◆ **Records for the task**:
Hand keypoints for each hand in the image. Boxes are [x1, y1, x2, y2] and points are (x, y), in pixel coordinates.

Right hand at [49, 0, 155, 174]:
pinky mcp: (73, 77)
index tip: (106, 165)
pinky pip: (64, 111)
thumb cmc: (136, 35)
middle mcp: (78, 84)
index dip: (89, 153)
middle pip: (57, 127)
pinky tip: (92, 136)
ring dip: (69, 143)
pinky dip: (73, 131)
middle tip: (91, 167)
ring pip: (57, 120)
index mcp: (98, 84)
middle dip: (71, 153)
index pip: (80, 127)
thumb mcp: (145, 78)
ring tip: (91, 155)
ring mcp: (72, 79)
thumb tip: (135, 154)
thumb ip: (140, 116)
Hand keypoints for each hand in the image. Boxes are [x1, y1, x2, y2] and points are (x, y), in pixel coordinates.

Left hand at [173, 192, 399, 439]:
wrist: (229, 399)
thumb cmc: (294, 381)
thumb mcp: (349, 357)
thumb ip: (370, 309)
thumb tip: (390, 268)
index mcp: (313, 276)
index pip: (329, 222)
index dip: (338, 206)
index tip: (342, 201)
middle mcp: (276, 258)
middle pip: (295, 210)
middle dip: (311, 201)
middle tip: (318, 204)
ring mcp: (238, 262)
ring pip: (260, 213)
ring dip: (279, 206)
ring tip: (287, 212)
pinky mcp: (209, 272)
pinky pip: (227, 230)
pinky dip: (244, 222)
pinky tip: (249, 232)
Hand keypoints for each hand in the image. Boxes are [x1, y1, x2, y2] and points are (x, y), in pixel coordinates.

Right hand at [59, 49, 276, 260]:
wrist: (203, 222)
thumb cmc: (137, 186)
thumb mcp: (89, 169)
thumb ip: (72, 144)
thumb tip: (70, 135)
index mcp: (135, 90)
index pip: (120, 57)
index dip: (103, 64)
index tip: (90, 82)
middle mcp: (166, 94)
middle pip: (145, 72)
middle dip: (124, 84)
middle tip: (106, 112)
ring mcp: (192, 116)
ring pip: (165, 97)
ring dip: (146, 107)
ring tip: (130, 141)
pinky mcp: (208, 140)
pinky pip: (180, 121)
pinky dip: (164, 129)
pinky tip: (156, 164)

...

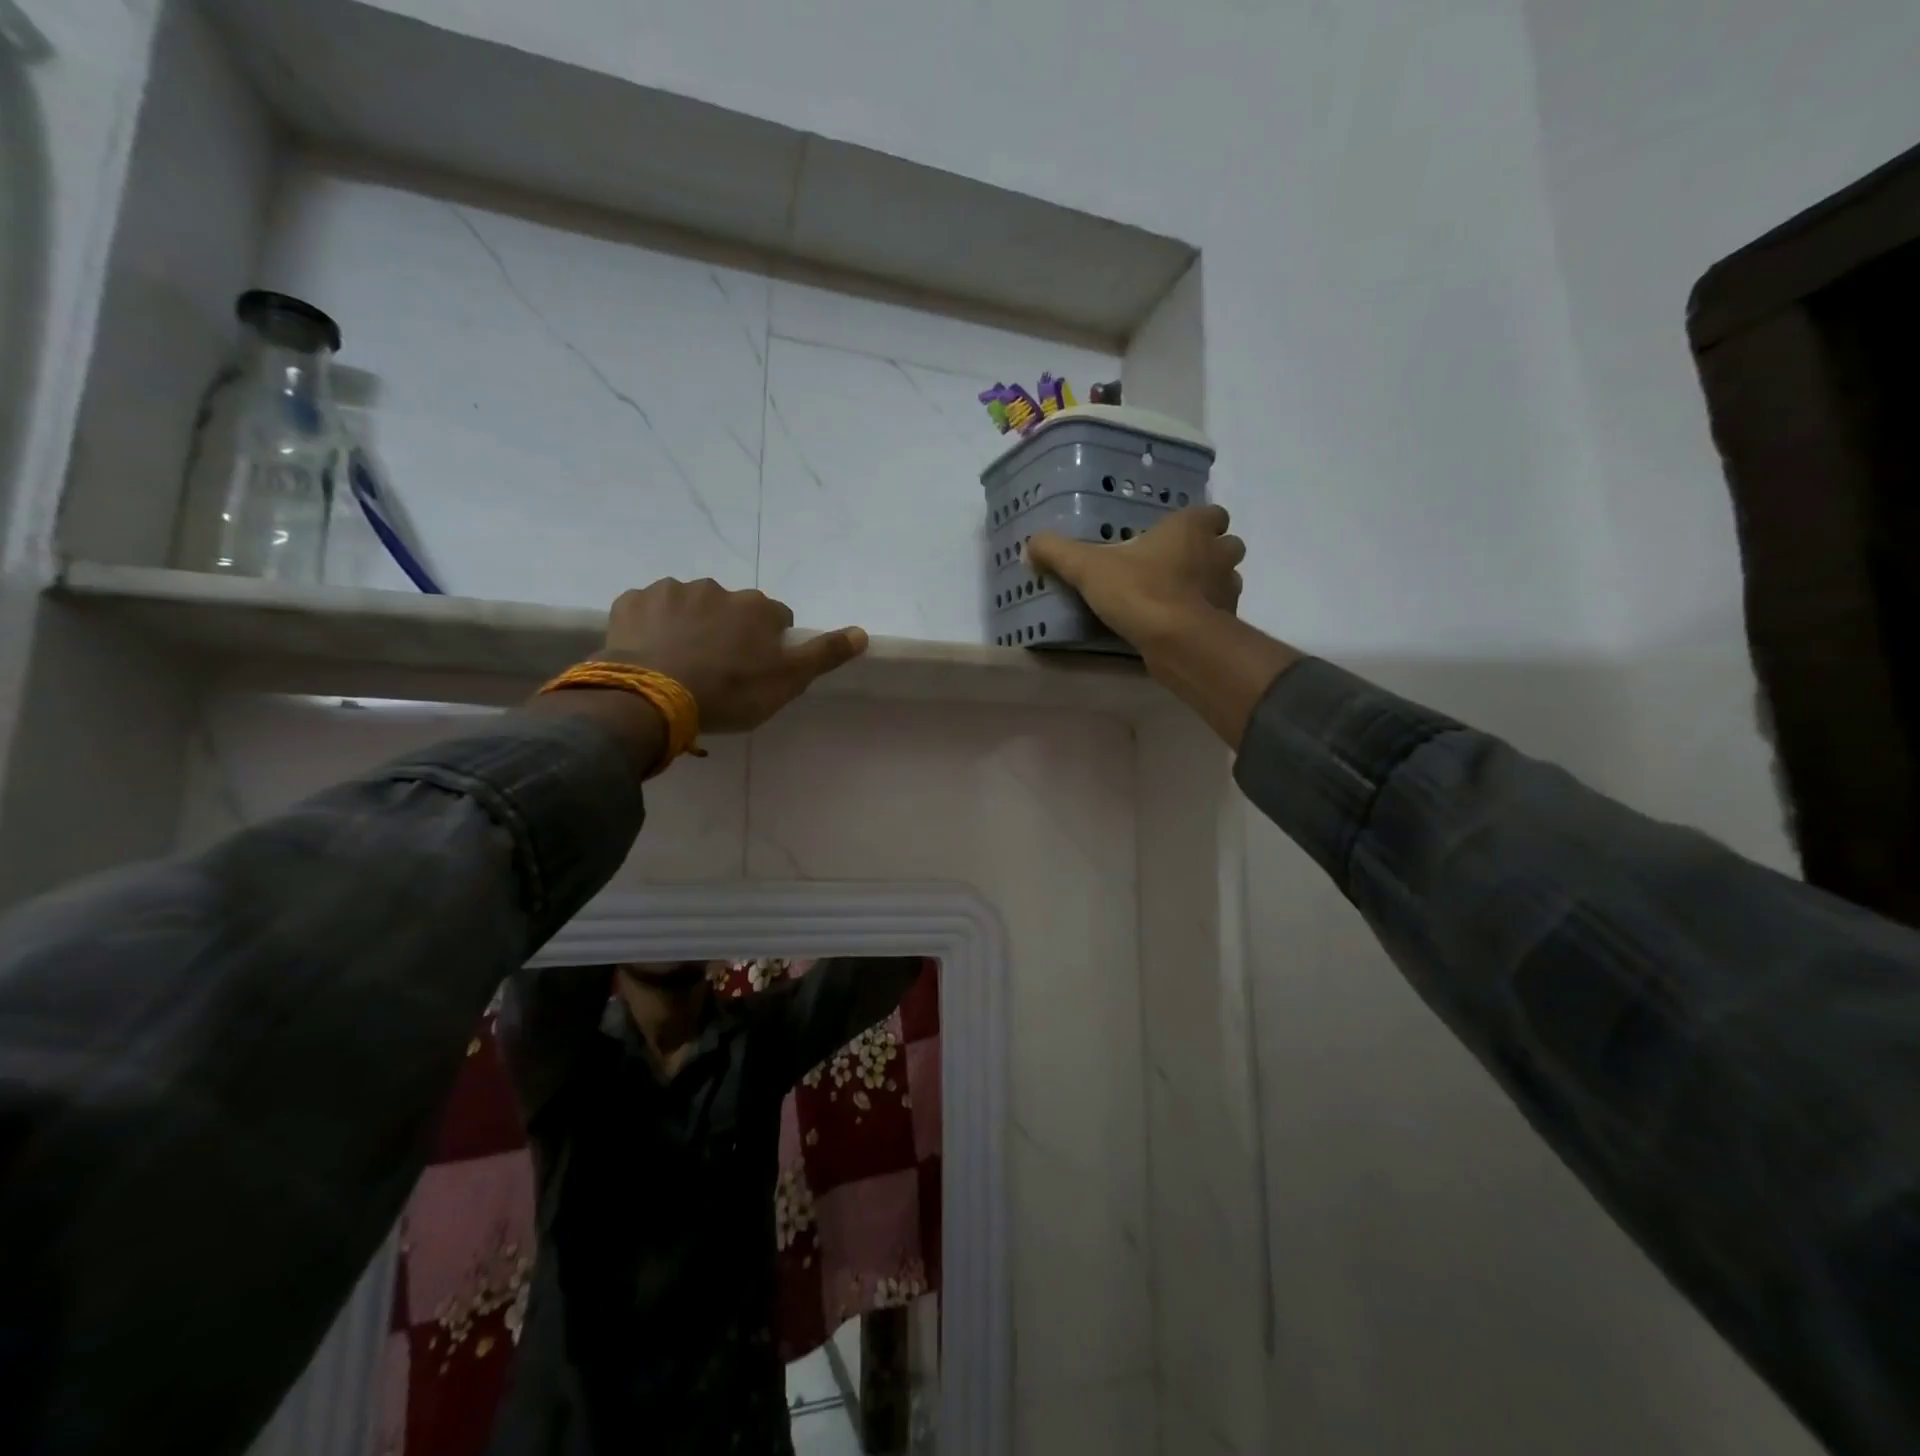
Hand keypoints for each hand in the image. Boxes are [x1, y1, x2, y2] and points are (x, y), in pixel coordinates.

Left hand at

--

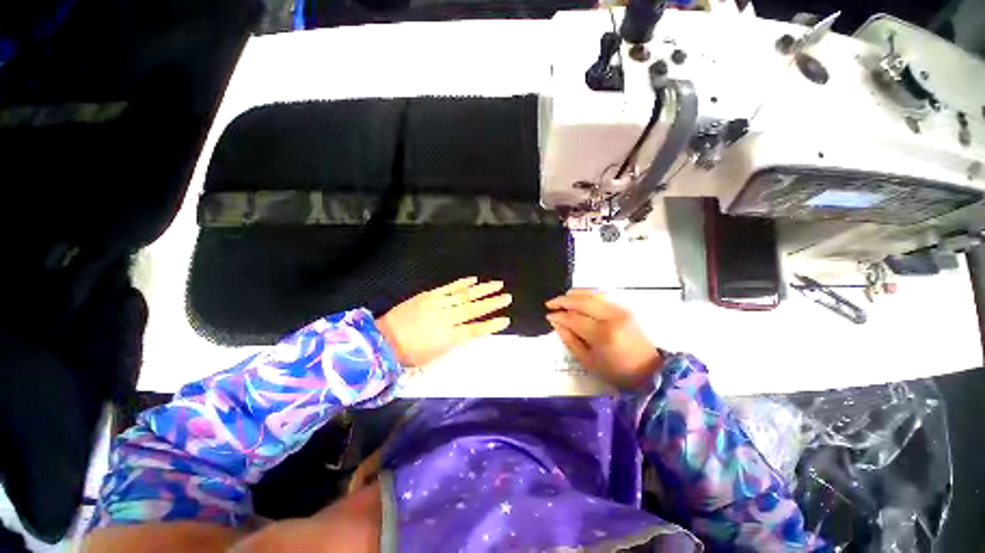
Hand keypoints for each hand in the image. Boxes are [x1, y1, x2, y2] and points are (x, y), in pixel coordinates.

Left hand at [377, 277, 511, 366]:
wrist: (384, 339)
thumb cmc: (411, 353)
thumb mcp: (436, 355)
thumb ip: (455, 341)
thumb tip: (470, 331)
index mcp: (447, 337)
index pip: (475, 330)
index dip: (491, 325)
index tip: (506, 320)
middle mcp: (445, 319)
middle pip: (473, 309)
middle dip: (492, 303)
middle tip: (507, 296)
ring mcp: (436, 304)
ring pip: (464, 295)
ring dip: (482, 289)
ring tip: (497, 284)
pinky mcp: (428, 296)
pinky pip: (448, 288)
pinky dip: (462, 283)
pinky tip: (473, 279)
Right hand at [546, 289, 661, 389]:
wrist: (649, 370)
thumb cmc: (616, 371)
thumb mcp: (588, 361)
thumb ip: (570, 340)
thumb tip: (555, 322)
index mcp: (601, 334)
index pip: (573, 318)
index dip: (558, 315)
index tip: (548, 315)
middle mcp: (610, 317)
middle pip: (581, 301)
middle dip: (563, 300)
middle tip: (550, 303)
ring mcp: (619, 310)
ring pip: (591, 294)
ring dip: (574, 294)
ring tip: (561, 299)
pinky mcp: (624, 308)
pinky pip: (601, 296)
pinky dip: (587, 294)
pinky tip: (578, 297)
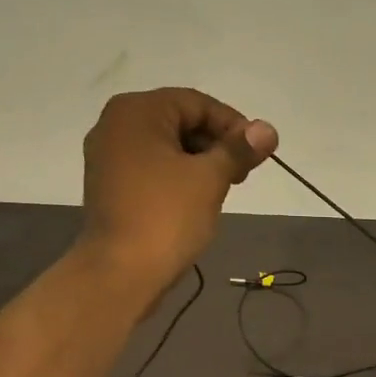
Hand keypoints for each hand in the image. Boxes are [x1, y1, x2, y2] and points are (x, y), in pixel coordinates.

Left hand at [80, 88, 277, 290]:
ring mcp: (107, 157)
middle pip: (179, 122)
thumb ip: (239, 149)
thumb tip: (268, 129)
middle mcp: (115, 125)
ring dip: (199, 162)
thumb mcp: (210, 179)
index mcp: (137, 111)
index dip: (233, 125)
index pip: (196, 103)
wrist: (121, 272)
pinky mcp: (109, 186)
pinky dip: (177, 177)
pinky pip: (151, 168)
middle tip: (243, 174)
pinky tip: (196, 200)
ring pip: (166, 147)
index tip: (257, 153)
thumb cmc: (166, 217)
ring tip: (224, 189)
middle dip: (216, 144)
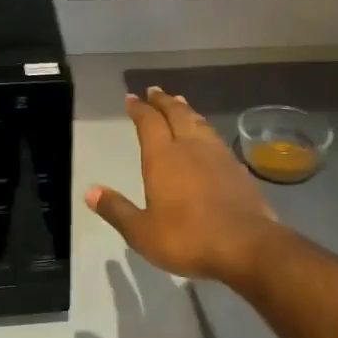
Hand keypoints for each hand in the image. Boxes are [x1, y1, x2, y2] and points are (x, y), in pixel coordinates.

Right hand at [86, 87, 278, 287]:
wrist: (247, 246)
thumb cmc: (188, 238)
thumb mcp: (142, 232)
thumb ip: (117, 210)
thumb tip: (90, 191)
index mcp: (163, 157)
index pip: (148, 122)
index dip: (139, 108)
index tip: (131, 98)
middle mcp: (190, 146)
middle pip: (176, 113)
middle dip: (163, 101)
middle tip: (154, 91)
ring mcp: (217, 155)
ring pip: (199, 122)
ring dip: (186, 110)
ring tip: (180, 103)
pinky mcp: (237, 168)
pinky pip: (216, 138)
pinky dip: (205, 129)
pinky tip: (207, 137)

◆ **What you have to do**: Write out every line from the entries where "Right" appears.

◆ **Problem solution**:
Right hand at [49, 0, 155, 174]:
Right hand at [59, 49, 276, 260]:
Right hand at [546, 289, 661, 389]:
Right hand at [86, 87, 278, 287]:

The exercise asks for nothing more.